Our research has demonstrated that digital testing platforms are broadly perceived as an acceptable healthcare intervention for BBV/STI testing among people routinely engaged in sexual health care. Effective interventions to enhance patient reach and enable greater access to digital testing pathways, including for those who are ineligible for Medicare or may have aversions to sexual healthcare engagement, are needed. The current design of MyCheck restricts enrolment to existing clientele. While this can facilitate clinical capacity planning and effective patient management including mitigating loss to follow up, the expansion of MyCheck is inherently dependent on having an existing clinical setting. Further research is needed to determine whether this model would be suitable for people who may be less familiar with routine BBV/STI testing (including self-collection), living in remote/regional areas, lacking access to stable internet/telecommunication connectivity, or those who have never tested for BBV/STIs in the past.

Conclusion

People who are accustomed to routine BBV/STI testing are likely more suitable candidates for digital testing pathways where specimen collection occurs at a pathology centre. Clients who may feel more vulnerable when presenting in the public health space, may be better suited to one-on-one care in a sexual health-specific setting, particularly where appropriate language around unique health needs are known and used by care providers. While digital testing platforms offer greater convenience and patient autonomy for accessing routine BBV/STI testing, the ability for patients to choose is paramount to ensuring safe and appropriate care for all clients.

Data availability

This manuscript reports on qualitative data.
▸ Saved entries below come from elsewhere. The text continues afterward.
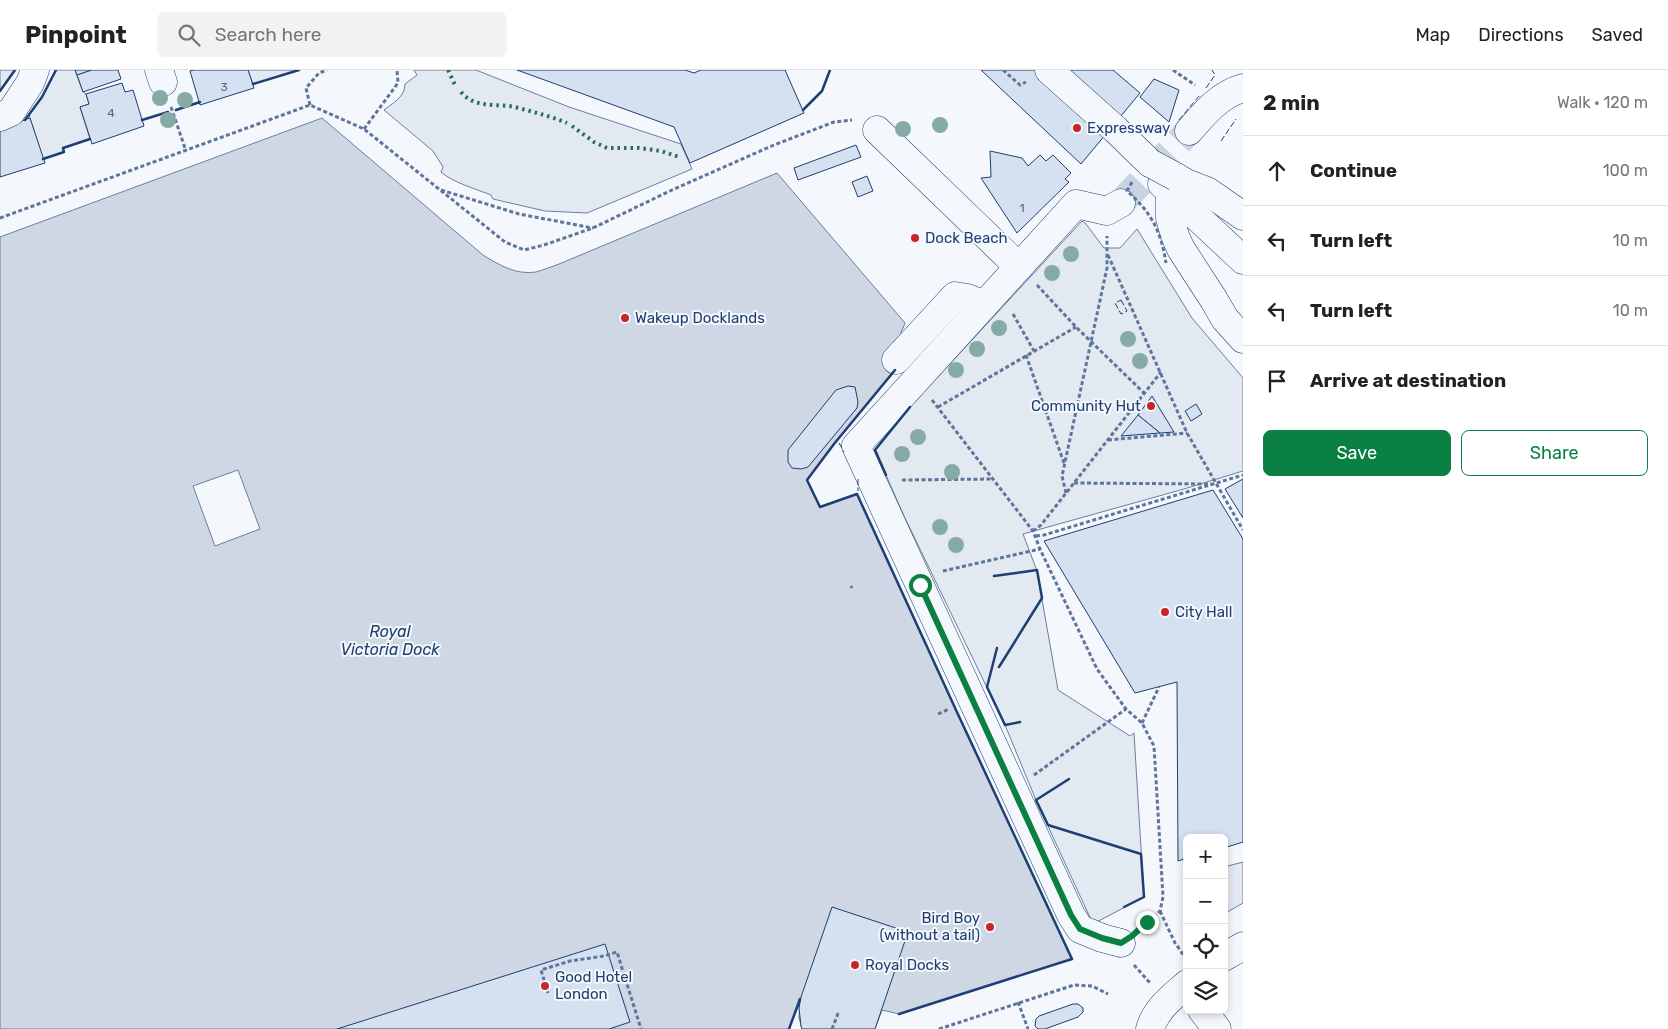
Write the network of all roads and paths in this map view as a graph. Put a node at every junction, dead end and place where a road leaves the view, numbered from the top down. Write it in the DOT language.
graph roads {
  1 [pos="35,70"];
  2 [pos="327,70"];
  3 [pos="397,70"];
  4 [pos="1049,70"];
  5 [pos="1006,71"];
  6 [pos="161,76"];
  7 [pos="1020,85"];
  8 [pos="1243,88"];
  9 [pos="310,105"];
  10 [pos="0,117"];
  11 [pos="866,125"];
  12 [pos="364,129"];
  13 [pos="1189,131"];
  14 [pos="186,152"];
  15 [pos="1135,182"];
  16 [pos="438,189"];
  17 [pos="1170,191"];
  18 [pos="1243,216"];
  19 [pos="0,218"];
  20 [pos="593,228"];
  21 [pos="1243,260"];
  22 [pos="1166,263"];
  23 [pos="1028,276"];
  24 [pos="984,305"];
  25 [pos="1011,310"];
  26 [pos="1076,327"];
  27 [pos="1243,340"];
  28 [pos="1091,341"];
  29 [pos="1034,351"];
  30 [pos="1026,355"];
  31 [pos="896,360"];
  32 [pos="1161,372"];
  33 [pos="1144,393"];
  34 [pos="930,397"];
  35 [pos="938,407"];
  36 [pos="1187,433"];
  37 [pos="1108,440"];
  38 [pos="1064,465"];
  39 [pos="1243,475"];
  40 [pos="993,479"];
  41 [pos="900,480"];
  42 [pos="1074,483"];
  43 [pos="1218,484"];
  44 [pos="1066,493"];
  45 [pos="1243,530"];
  46 [pos="1033,531"];
  47 [pos="1036,536"];
  48 [pos="1040,549"];
  49 [pos="941,571"];
  50 [pos="1159,687"];
  51 [pos="1126,709"];
  52 [pos="1142,722"];
  53 [pos="1028,780"];
  54 [pos="1160,912"];
  55 [pos="1121,943"];
  56 [pos="1243,946"];
  57 [pos="1181,953"];
  58 [pos="1228,955"];
  59 [pos="548,993"];
  60 [pos="1108,994"];
  61 [pos="1182,994"];
  62 [pos="1018,1002"];
  63 [pos="839,1011"];
  64 [pos="1206,1014"];
  65 [pos="641,1029"];
  66 [pos="832,1029"];
  67 [pos="939,1029"];
  68 [pos="1028,1029"];
  69 [pos="1150,1029"];
  70 [pos="1217,1029"];
  1 -- 10 [label="street"];
  2 -- 9 [label="path"];
  3 -- 12 [label="path"];
  4 -- 15 [label="street"];
  5 -- 7 [label="path"];
  6 -- 14 [label="path"];
  8 -- 13 [label="street"];
  9 -- 12 [label="path"];
  9 -- 14 [label="path"];
  11 -- 20 [label="path"];
  11 -- 23 [label="street"];
  12 -- 16 [label="path"];
  14 -- 19 [label="path"];
  15 -- 17 [label="street"];
  15 -- 18 [label="street, bridge"];
  15 -- 22 [label="path, bridge"];
  15 -- 23 [label="street"];
  16 -- 20 [label="path"];
  16 -- 20 [label="path"];
  17 -- 21 [label="street"];
  17 -- 27 [label="street"];
  23 -- 24 [label="street"];
  23 -- 26 [label="path"];
  24 -- 31 [label="street"];
  24 -- 55 [label="street"];
  25 -- 29 [label="path"];
  26 -- 28 [label="path"];
  26 -- 29 [label="path"];
  28 -- 32 [label="path"];
  28 -- 33 [label="path"];
  28 -- 38 [label="path"];
  29 -- 30 [label="path"];
  30 -- 35 [label="path"];
  30 -- 38 [label="path"];
  32 -- 33 [label="path"];
  32 -- 36 [label="path"];
  33 -- 37 [label="path"];
  34 -- 35 [label="path"];
  35 -- 40 [label="path"];
  36 -- 37 [label="path"];
  36 -- 43 [label="path"];
  37 -- 42 [label="path"];
  38 -- 44 [label="path"];
  39 -- 43 [label="path"];
  40 -- 41 [label="path"];
  40 -- 46 [label="path"];
  42 -- 43 [label="path"];
  42 -- 44 [label="path"];
  43 -- 45 [label="path"];
  43 -- 47 [label="path"];
  44 -- 46 [label="path"];
  46 -- 47 [label="path"];
  47 -- 48 [label="path"];
  48 -- 49 [label="path"];
  48 -- 51 [label="path"];
  50 -- 52 [label="path"];
  51 -- 52 [label="path"];
  51 -- 53 [label="path"];
  52 -- 54 [label="path"];
  54 -- 55 [label="path"];
  54 -- 57 [label="path"];
  56 -- 58 [label="street"];
  59 -- 65 [label="path"];
  60 -- 62 [label="path"];
  61 -- 69 [label="street"];
  62 -- 67 [label="path"];
  62 -- 68 [label="path"];
  63 -- 66 [label="path"];
  64 -- 70 [label="street"];
}
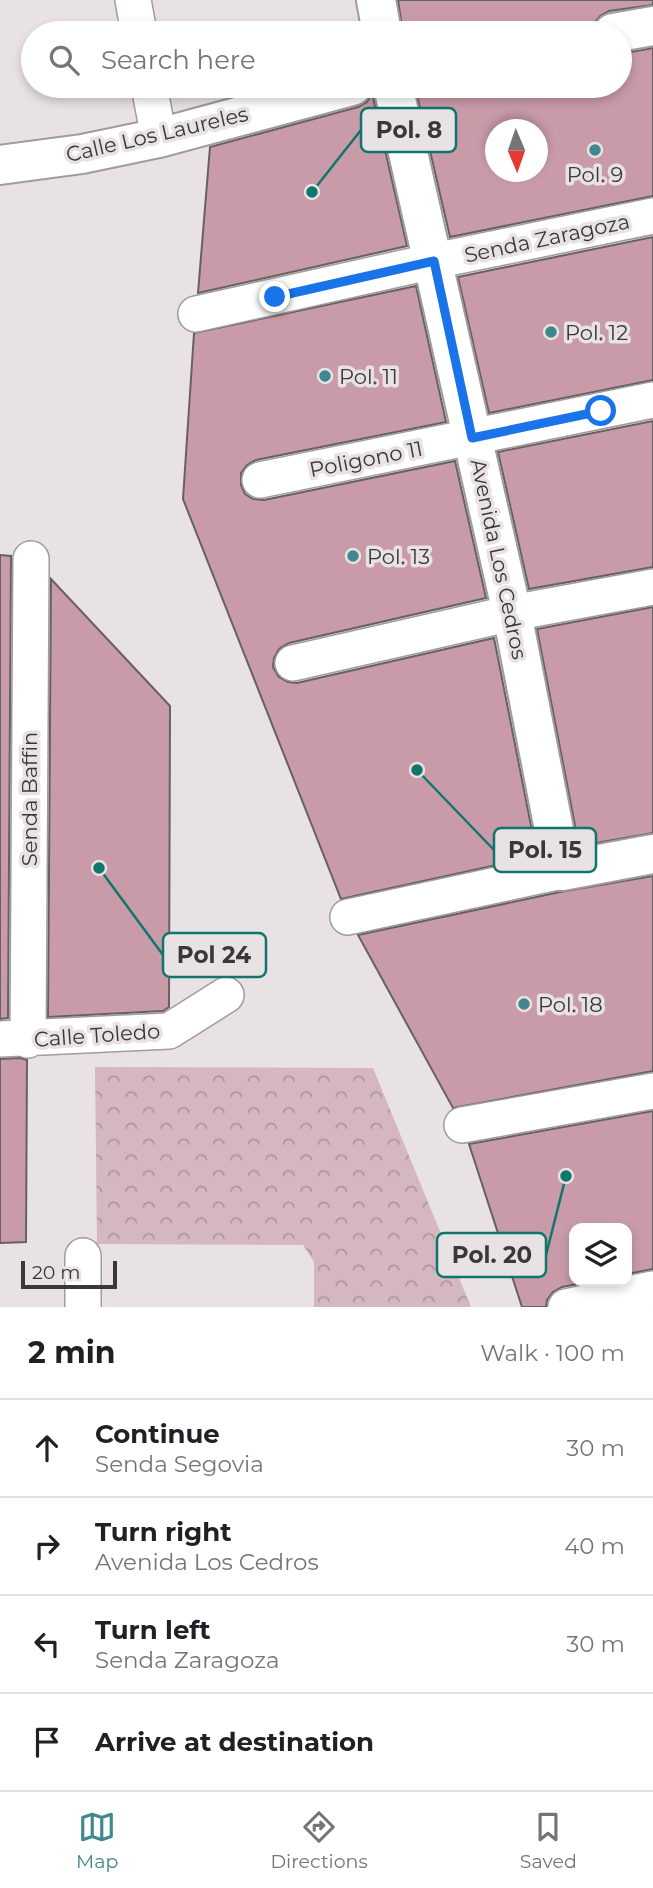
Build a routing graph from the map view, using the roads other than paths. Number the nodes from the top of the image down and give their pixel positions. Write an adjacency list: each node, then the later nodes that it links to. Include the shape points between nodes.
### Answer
1 (133, 0): 3 (street)
2 (376, 0): 4 (street)
3 (137, 21)
4 (380, 21)
5 (653, 26): 6 (street)
6 (632, 30)
7 (151, 98): 10 (street)
8 (307, 98): 10 (street, Calle Los Laureles)
9 (396, 98): 13 (street, Avenida Los Cedros)
10 (159, 138): 11 (street, Calle Los Laureles)
11 (0, 165)
12 (653, 216): 13 (street, Senda Zaragoza)
13 (434, 261): 14 (street, Senda Zaragoza); 16 (street, Avenida Los Cedros)
14 (196, 314)
15 (653, 400): 16 (street, Poligono 11)
16 (472, 438): 17 (street, Poligono 11); 20 (street, Avenida Los Cedros)
17 (260, 480)
18 (32, 559): 26 (street, Senda Baffin)
19 (653, 587): 20 (street)
20 (512, 613): 21 (street); 23 (street, Avenida Los Cedros)
21 (293, 663)
22 (653, 854): 23 (street)
23 (562, 870): 24 (street)
24 (348, 917)
25 (226, 995): 26 (street, Calle Toledo, via 169,1031)
26 (14, 1040)
27 (653, 1091): 28 (street)
28 (462, 1125)
29 (83, 1256): 31 (street)
30 (653, 1289): 32 (street)
31 (83, 1307)
32 (566, 1307)

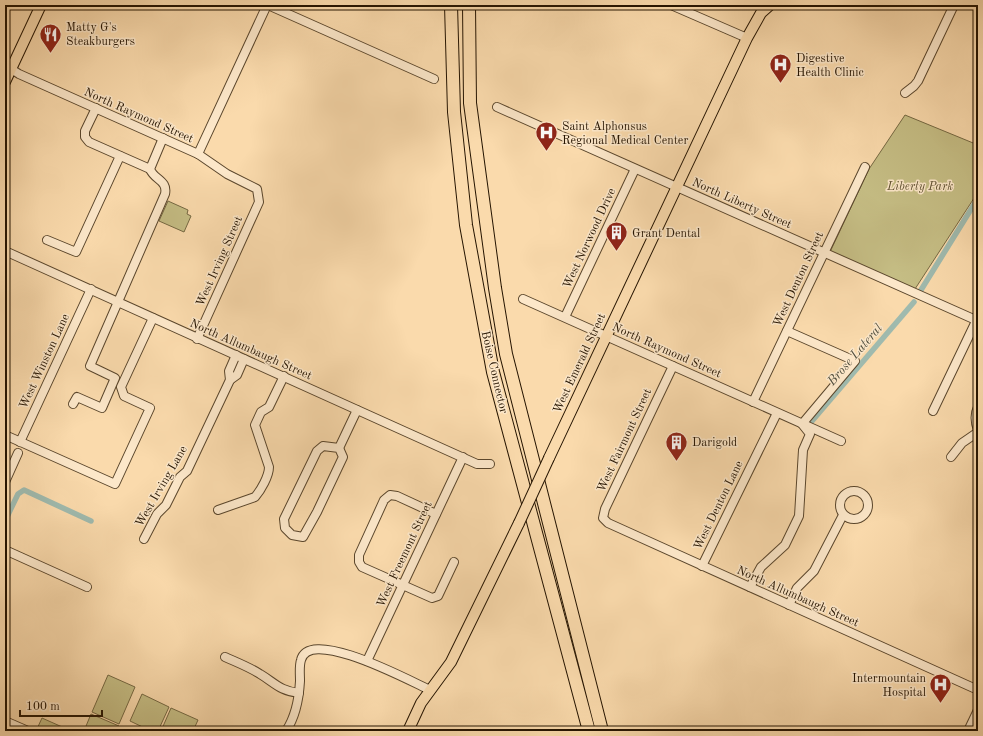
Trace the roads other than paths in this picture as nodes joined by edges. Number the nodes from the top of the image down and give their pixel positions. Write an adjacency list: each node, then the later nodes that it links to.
1 (41, 5): 9 (main road)
2 (268, 5): 10 (street); 16 (street)
3 (451, 5): 74 (highway, Boise Connector)
4 (469, 5): 82 (highway, Boise Connector)
5 (671, 5): 8 (street)
6 (770, 5): 8 (main road, West Emerald Street)
7 (954, 5): 12 (street)
8 (747, 38): 21 (main road, West Emerald Street)
9 (8, 67): 11 (main road); 14 (street, North Raymond Street)
10 (434, 79)
11 (5, 82)
12 (905, 93)
13 (497, 107): 20 (street, North Liberty Street)
14 (96, 108): 15 (street, North Raymond Street); 17 (street)
15 (162, 138): 16 (street, North Raymond Street); 19 (street)
16 (198, 154): 22 (street, North Raymond Street)
17 (120, 156): 19 (street); 23 (street)
18 (865, 167): 25 (street, West Denton Street)
19 (150, 169): 28 (street)
20 (635, 169): 21 (street, North Liberty Street); 29 (street, West Norwood Drive)
21 (677, 187): 25 (street, North Liberty Street); 33 (main road, West Emerald Street)
22 (259, 193): 34 (street, West Irving Street)
23 (47, 240)
24 (5, 251): 26 (street, North Allumbaugh Street)
25 (824, 253): 31 (street, North Liberty Street); 32 (street, West Denton Street)
26 (90, 289): 28 (street, North Allumbaugh Street); 50 (street, West Winston Lane)
27 (522, 299): 29 (street, North Raymond Street)
28 (118, 302): 30 (street, North Allumbaugh Street); 41 (street)
29 (565, 317): 33 (street, North Raymond Street)
30 (154, 318): 34 (street, North Allumbaugh Street); 50 (street)
31 (977, 320): 44 (street)
32 (787, 331): 40 (street, West Denton Street); 46 (street)
33 (606, 336): 37 (street, North Raymond Street); 71 (main road, West Emerald Street, bridge)
34 (197, 339): 35 (street, North Allumbaugh Street)
35 (236, 355): 36 (street, North Allumbaugh Street); 39 (street, West Irving Lane)
36 (244, 359): 38 (street, North Allumbaugh Street); 39 (street, West Irving Lane)
37 (672, 366): 40 (street, North Raymond Street); 60 (street, West Fairmont Street)
38 (284, 376): 43 (street, North Allumbaugh Street); 57 (street)
39 (230, 380): 61 (street, West Irving Lane)
40 (753, 402): 45 (street, North Raymond Street)
41 (74, 404)
42 (978, 407): 47 (street)
43 (357, 410): 51 (street); 53 (street, North Allumbaugh Street)
44 (933, 411)
45 (777, 413): 46 (street, North Raymond Street); 64 (street, West Denton Lane)
46 (802, 424): 49 (street, North Raymond Street); 66 (street)
47 (978, 431): 54 (street)
48 (5, 435): 50 (street)
49 (841, 441)
50 (20, 442)
51 (339, 448): 51 (street)
52 (18, 453): 56 (street)
53 (463, 457): 55 (street, North Allumbaugh Street); 58 (street, West Freemont Street)
54 (951, 458)
55 (490, 464)
56 (5, 482)
57 (218, 510)
58 (436, 514): 65 (street, West Freemont Street); 65 (street)
59 (843, 515): 68 (street)
60 (608, 523): 64 (street, North Allumbaugh Street)
61 (144, 539)
62 (5, 550): 67 (street)
63 (454, 562): 65 (street)
64 (702, 566): 66 (street, North Allumbaugh Street)
65 (403, 585): 70 (street, West Freemont Street)
66 (750, 587): 68 (street, North Allumbaugh Street)
67 (87, 588)
68 (789, 605): 72 (street, North Allumbaugh Street)
69 (225, 656): 73 (street)
70 (367, 661): 71 (street); 73 (street)
71 (430, 690): 79 (main road, West Emerald Street)
72 (978, 690)
73 (299, 693): 78 (street)
74 (579, 694): 80 (highway); 81 (highway, Boise Connector)
75 (978, 710): 83 (street)
76 (5, 721): 77 (street)
77 (28, 731)
78 (286, 731)
79 (408, 731)
80 (585, 731)
81 (589, 731)
82 (602, 731)
83 (968, 731)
To protect participant confidentiality, this data is not publicly available.

Conflicts of interest

The authors declare that they have no conflicts of interest.

Declaration of funding

The MyCheck pilot and this qualitative study were funded by New South Wales Ministry of Health.

Acknowledgements

We thank the SSHC client and staff participants for their generosity of time in participating in this qualitative sub-study. The Sydney Sexual Health Centre and NSW Sexual Health Infolink are funded by New South Wales Ministry of Health. The Kirby Institute and the Centre for Social Research in health are funded by the Commonwealth Department of Health and Ageing. The views expressed in this publication do not necessarily represent the position of the Australian Government.